Ton cancer, Venise, tous... Et tu sais pourquoi ? Tout simplement parce que
tu as le courage de souffrir. Tu n'a pas peur de pleurer, de donner tout l'amour
qui est dans ton coeur. Parce que tu sais offrir aux autres une seconde chance.
Regarde-nous.

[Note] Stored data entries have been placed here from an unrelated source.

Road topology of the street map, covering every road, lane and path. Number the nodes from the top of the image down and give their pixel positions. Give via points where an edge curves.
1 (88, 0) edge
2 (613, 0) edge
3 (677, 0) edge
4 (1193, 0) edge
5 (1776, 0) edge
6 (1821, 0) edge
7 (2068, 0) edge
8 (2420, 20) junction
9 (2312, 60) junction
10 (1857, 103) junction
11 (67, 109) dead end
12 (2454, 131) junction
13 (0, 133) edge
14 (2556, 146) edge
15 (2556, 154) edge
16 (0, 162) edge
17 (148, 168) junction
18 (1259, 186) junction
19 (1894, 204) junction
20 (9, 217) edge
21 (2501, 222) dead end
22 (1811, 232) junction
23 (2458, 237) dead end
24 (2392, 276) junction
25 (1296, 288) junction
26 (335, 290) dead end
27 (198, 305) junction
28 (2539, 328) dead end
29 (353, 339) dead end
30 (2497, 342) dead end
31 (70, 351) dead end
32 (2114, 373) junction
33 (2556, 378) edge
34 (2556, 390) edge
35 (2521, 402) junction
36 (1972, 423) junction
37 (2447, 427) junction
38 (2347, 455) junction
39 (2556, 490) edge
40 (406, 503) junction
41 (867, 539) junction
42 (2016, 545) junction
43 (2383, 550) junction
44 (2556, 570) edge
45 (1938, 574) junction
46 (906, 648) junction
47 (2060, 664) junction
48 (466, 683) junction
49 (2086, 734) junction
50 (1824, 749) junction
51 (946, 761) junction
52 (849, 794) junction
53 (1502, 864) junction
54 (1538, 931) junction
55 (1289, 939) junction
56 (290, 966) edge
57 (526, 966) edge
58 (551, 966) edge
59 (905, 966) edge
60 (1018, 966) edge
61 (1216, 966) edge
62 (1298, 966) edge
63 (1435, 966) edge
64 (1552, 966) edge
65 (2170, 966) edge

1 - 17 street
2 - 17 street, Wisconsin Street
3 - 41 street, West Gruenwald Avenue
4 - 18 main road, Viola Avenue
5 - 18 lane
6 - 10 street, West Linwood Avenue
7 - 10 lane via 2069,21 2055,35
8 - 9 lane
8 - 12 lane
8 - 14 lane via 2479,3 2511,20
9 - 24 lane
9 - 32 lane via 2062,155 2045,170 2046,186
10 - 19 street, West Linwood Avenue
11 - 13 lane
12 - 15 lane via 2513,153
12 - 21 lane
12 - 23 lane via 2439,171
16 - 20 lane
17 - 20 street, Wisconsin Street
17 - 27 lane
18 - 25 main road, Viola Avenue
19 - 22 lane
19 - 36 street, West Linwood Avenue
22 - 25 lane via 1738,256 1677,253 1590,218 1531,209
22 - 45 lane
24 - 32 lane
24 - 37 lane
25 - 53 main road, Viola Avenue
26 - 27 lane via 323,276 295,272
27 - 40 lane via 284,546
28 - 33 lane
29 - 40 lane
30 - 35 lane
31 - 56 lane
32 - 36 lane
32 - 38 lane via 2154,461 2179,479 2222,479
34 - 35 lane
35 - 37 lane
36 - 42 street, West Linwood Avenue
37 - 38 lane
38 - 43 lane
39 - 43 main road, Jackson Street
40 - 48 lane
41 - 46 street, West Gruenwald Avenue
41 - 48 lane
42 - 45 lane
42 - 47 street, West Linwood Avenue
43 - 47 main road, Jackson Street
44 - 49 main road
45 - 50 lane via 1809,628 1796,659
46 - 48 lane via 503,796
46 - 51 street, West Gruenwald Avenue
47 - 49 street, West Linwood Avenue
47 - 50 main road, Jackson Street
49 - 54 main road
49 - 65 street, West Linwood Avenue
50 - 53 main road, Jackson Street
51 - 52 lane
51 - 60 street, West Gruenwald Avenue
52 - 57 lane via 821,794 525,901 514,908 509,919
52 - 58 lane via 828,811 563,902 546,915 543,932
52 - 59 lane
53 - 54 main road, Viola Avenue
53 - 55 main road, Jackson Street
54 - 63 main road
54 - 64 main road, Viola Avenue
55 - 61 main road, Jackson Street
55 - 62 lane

On a tout traversé, je crois, et nous sommes là, face à l'océan,
où tout aurait pu se terminer... Il y a des années...
Sophia,
lentement, se mit à pleurer.
-
Merci... Merci... Merci, Lionel.
Lionel
se redressa et reprit place avec Sophia sur le banc.
-
Si tu ne t'arrêtes pas de pleurer, on va avoir l'air de deux vieux échappés
de l'hospice... Ou que je t'ai enlevée pour te faire du mal.
-
Tu sais, Lionel, je crois que je me suis trompée sur toute la ligne, pendant
toutes ces années.
Le
regard de Lionel se perdit dans l'océan. Une seconde plus tôt, une jeune femme
portant un ensemble d'Augusta traversait l'allée. Son esprit erra dans ses
souvenirs communs avec la femme fatale qu'il avait épousée. Sophia continua de
parler, sans se rendre compte que Lionel ne l'écoutait plus.
-
Je me suis trompée... Je pensais que Channing était vraiment l'homme de ma
vie. Durant toutes mes années d'absence, loin de Santa Barbara, je ne vivais
que dans l'espoir de le retrouver, lui et mes enfants. A cette époque, j'éprouvais
tant de haine pour toi, je te jugeais responsable de tous mes malheurs... Alors
qu'en réalité, tout était de ma faute. Si je n'étais pas aussi obstinée. J'ai
fait de mon mieux pour reconquérir Channing, parce que je l'aimais... Et
regarde où cela m'a menée. Non, je ne vivais que dans le passé, dans l'illusion.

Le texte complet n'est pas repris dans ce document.